There is a major problem coming!
I don’t want to sound melodramatic here but it is a really big deal. The politicians in Washington are not going to help us out of this mess in fact they are trying to make it worse.
It is a very subtle undercurrent today but it will build into a tsunami if we aren’t careful and prepare over the next couple of decades. If you are in the working world you know what I am talking about and it is probably something you worry about a few times a day in your subconscious mind. So what is it?!
We have a retirement crisis in America. Even though scholars seem to think otherwise and researchers have found that if you ask retired folks 74% of them say that they are living comfortably in retirement.
Of course that would be the case if you ask currently retired individuals. Most of them have multiple forms of guaranteed income streams from Social Security and corporate or public pensions. On top of being significant participants in two fairly amazing bull markets in stocks (1983-1999 and 2011-current).
Let’s look at the pension problem first. It is disappearing and has been for the better part of the last twenty years.
Then and Now
How Fortune 500 company sponsorship of defined benefit pension plans has declined.
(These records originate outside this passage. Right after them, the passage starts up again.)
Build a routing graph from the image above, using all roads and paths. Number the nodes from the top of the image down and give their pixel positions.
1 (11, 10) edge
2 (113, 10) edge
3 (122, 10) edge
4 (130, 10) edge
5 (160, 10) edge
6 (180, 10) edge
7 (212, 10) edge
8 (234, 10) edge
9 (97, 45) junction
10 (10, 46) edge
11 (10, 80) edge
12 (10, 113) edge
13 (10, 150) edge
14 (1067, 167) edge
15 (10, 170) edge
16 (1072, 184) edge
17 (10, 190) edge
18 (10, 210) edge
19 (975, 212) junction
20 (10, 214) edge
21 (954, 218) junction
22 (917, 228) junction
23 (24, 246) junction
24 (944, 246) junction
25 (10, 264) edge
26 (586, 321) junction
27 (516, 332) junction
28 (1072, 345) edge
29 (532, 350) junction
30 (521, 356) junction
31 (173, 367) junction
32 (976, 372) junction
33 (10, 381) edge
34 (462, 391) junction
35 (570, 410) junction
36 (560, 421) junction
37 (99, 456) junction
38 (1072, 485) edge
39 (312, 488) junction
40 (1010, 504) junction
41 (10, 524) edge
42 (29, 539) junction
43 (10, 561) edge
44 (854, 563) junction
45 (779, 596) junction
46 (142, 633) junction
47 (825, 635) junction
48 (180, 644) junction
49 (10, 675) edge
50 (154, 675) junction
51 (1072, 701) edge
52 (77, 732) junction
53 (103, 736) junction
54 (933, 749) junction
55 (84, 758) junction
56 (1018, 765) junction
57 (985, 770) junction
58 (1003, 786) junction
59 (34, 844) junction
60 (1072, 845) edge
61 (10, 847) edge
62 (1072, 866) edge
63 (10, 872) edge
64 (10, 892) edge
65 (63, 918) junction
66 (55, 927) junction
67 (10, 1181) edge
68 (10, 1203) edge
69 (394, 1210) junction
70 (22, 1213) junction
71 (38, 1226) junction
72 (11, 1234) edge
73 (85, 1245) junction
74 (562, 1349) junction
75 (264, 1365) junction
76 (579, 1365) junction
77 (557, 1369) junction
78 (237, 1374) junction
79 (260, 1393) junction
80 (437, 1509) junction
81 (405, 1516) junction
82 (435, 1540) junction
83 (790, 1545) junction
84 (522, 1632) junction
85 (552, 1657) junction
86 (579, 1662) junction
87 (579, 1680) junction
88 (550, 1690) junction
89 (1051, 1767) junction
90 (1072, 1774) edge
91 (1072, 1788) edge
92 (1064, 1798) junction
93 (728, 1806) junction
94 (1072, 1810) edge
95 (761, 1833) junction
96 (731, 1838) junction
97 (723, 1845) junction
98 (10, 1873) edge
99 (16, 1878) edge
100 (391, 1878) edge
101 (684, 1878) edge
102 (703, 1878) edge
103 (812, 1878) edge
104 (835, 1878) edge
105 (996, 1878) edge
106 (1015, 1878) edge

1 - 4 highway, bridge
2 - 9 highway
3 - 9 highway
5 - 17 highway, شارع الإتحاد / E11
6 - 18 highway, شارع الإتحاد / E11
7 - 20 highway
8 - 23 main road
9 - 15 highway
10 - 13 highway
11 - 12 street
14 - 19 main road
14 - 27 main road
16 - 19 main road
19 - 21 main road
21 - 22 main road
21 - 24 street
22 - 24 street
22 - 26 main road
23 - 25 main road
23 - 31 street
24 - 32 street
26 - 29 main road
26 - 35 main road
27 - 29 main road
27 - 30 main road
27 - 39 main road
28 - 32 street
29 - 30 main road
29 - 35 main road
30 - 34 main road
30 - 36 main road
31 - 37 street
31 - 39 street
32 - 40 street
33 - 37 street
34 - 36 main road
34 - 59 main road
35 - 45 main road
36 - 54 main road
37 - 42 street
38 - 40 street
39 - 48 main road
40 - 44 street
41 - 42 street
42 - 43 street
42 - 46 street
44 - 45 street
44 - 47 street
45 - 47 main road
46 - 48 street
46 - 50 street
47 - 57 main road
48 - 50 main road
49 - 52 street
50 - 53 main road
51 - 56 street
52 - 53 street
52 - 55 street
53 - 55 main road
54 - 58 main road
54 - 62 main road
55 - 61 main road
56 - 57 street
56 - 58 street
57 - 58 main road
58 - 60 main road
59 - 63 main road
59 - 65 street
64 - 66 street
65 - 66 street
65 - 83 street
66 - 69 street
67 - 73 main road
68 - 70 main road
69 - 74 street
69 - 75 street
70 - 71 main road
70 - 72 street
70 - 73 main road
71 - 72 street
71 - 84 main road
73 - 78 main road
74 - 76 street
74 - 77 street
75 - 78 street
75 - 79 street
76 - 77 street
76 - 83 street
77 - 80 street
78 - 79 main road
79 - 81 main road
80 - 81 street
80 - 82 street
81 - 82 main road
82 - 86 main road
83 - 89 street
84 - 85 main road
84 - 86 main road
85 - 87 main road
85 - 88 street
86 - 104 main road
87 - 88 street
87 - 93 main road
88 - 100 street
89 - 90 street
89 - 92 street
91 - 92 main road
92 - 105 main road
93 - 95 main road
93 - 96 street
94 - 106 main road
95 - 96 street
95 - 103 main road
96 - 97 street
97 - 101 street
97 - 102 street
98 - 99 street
|YEAR||NUMBER OF COMPANIES OFFERING PLANS*|
*Plans offered to new salaried employees
Source: Willis Towers Watson P.L.C.`
Pensions were what allowed many people in older generations to retire comfortably but for late Baby Boomers, Gen X, Millenials and Gen Z a guaranteed income from your company will be nearly impossible to find in retirement. The days of working for a company for 35 years and retiring with a lifetime income of $30,000 a year or more plus your social security are dead.
So what has replaced it?
Most of my readers have a 401(k) or 403(b) and while they have been around since the late 1970’s they have only really begun to gain in popularity in the last 15-20 years coincidentally that coincides with the demise of the traditional pension plan.
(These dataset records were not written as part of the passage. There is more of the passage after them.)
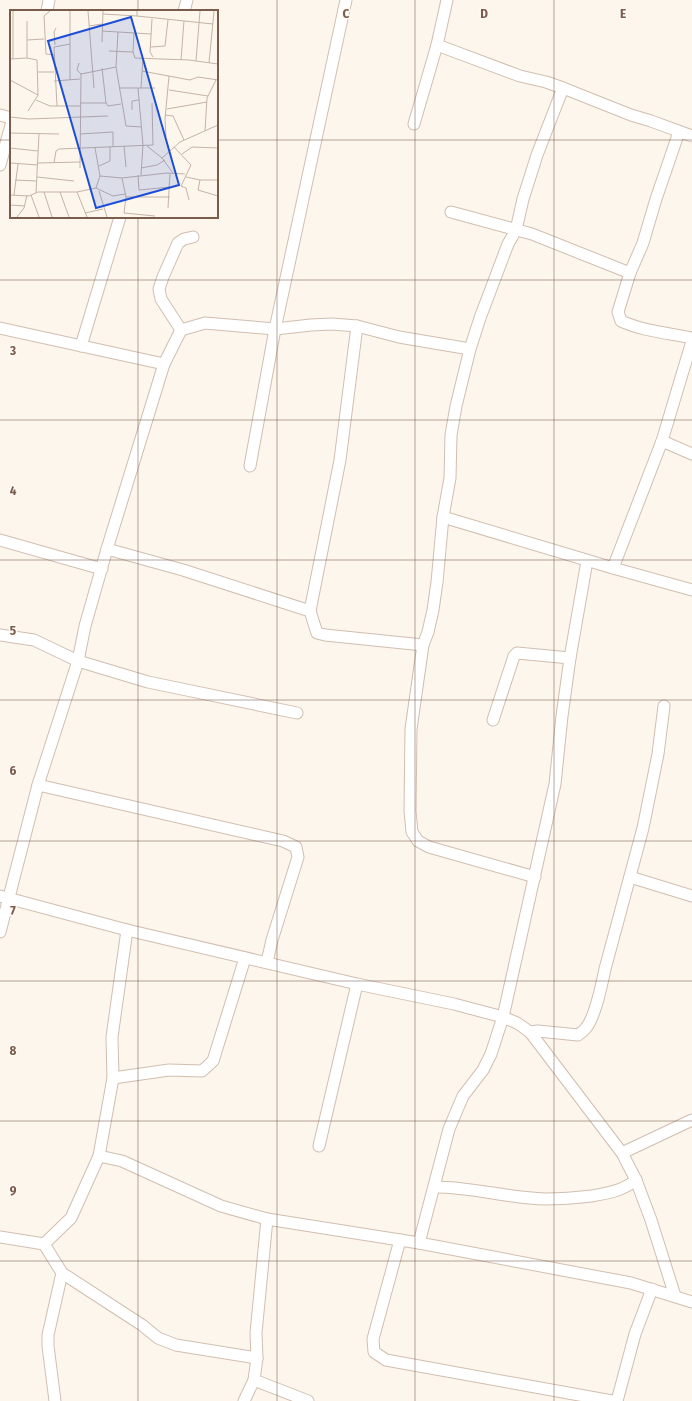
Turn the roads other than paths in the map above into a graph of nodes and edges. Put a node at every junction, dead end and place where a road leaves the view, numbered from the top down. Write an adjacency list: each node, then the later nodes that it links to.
1 (50, 0): 5 (street)
2 (187, 0): 6 (street)
3 (346, 0): 23 (street)
4 (447, 0): 7 (street)
5 (47, 10)
6 (184, 10)
7 (437, 45): 8 (street); 11 (street)
8 (563, 88): 13 (street); 18 (street)
9 (0, 115): 10 (street)
10 (10, 118)
11 (414, 124)
12 (10, 129): 15 (street)
13 (679, 132): 14 (street); 20 (street)
14 (692, 136)
15 (0, 165)
16 (451, 212): 18 (street)
17 (120, 218): 27 (street)
18 (516, 230): 20 (street); 28 (street)
19 (193, 237): 24 (street)
20 (630, 274): 25 (street)
21 (356, 326): 23 (street); 28 (street); 40 (street)
22 (0, 328): 27 (street)
23 (275, 329): 24 (street); 32 (street)
24 (181, 330): 29 (street)
25 (692, 338)
26 (692, 341): 30 (street)
27 (81, 346): 29 (street)
28 (470, 349): 33 (street)
29 (164, 364): 35 (street)
30 (662, 441): 31 (street); 37 (street)
31 (692, 454)
32 (250, 466)
33 (443, 517): 36 (street); 42 (street)
34 (0, 540): 38 (street)
35 (107, 549): 38 (street); 40 (street)
36 (587, 561): 37 (street); 43 (street)
37 (613, 568): 39 (street)
38 (102, 569): 44 (street)
39 (692, 590)
40 (310, 611): 42 (street)
41 (0, 635): 44 (street)
42 (423, 644): 49 (street)
43 (570, 658): 47 (street); 49 (street)
44 (78, 661): 46 (street); 48 (street)
45 (664, 706): 50 (street)
46 (297, 713)
47 (493, 720)
48 (38, 785): 52 (street); 56 (street)
49 (535, 877): 58 (street)
50 (630, 877): 51 (street); 59 (street)
51 (692, 896)
52 (5, 897): 53 (street); 54 (street)
53 (127, 930): 55 (street); 60 (street)
54 (0, 932)
55 (244, 958): 56 (street); 60 (street)
56 (267, 962): 57 (street)
57 (357, 984): 58 (street); 62 (street)
58 (503, 1017): 59 (street); 66 (street)
59 (530, 1032): 63 (street)
60 (113, 1078): 64 (street)
61 (692, 1120): 63 (street)
62 (319, 1146)
63 (622, 1153): 65 (street)
64 (99, 1156): 67 (street); 71 (street)
65 (636, 1180): 66 (street); 74 (street)
66 (435, 1187): 70 (street)
67 (267, 1219): 69 (street); 76 (street)
68 (0, 1237): 71 (street)
69 (400, 1240): 70 (street); 81 (street)
70 (419, 1243): 73 (street)
71 (44, 1244): 72 (street)
72 (62, 1273): 76 (street); 78 (street)
73 (652, 1289): 74 (street); 82 (street)
74 (675, 1296): 75 (street)
75 (692, 1302)
76 (257, 1358): 77 (street)
77 (254, 1380): 79 (street); 80 (street)
78 (55, 1401)
79 (244, 1401)
80 (308, 1401)
81 (612, 1401)
82 (617, 1401)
Let’s dig a little deeper to find out who is participating and what companies are matching.
Some analysis done by census researchers showed that only 14% of all companies in the United States offered some sort of retirement vehicle or defined contribution savings account.
Now I know that number is a little skewed because there are a lot of solo businesses and under 25 employee companies in the country but a number that low is inexcusable. Now that doesn’t mean that only 14% of of employees have access to 401k’s or other defined contribution plans. That number is actually about 74% according to recent BLS Data. That still means that 26% of employees do not have access to a 401K plan or other company sponsored retirement plan. It also doesn’t mean that all of the 74% of people are participating in the 401K plan just that they are being offered.
We are seeing a slowing in mean retirement savings in 401(k)s. I believe that this may be driven by two things. The first is the beginning of the first retirees with a 401(k) have begun to take their retirement incomes from their accounts by either rolling their balance to an IRA or by beginning to take their RMDs from the 401(k). The second reason is the fact that people were shell shocked after the Great Recession and turned off or reduced their contributions to their 401(k) plans. We also saw people reduce their exposure to equities
Also important to note that on top of the mean balances in retirement accounts going down the median amount of retirement savings is putridly low.
So how do we fix it?
There is no easy fix. The first thing I see is that more and more people view themselves as probably never retiring in the traditional sense of the word. Most of my 40 something year old friends say they plan on working in some sort of job well into their 70s or 80s. Personally I think the traditional idea of retiring to the beach at 60, 62, or 65 is dead. It is being replaced with people working much later in life either in second careers or side jobs to help bridge the income gaps that used to be filled by lifetime pensions.
I think that the government can help create additional incentives to save for retirement. I am not talking about taking off the cap for retirement contributions even though I believe they need to increase the contribution limits on Traditional and Roth IRA’s. I am certainly not talking about the recent idea of dropping the contribution limit to $2,400. Based on the data I shared above it is vital for the government to do everything it can to encourage lower income earners to save more for retirement. One idea that I had was for the government to provide a match to a retirement contribution for employees earning less than $60,000 a year thus incentivizing them to participate in the funding of their retirement early in the process so the funds have time to grow.
Now I know that idea may seem crazy but the biggest problem I see inside the 401k plans that I oversee is the lack of participation from employees making less than 50k a year. In conjunction with this government match I would make regular financial education for employees part of the deal. I am always amazed when I have employee meetings for plan sponsors how poorly educated people are about the second most important part of their life after their health. We have to begin financial education in the school system in a major way. That will help these kids avoid falling into the traps that are everywhere when it comes to money. Then if we continue it with mandatory finance education for all college students and employees we may be able to stave off the coming crisis.
Retirement requires a lot of planning and time. The problem that currently exists took years to create and it will take years to fix and will require everyone to participate including employees, companies, and the government. I understand the importance of collecting current tax revenue but it should not be at the expense of retirement savings otherwise we will end up with an old work force that has to work since their retirement dream died with the crisis that is currently brewing.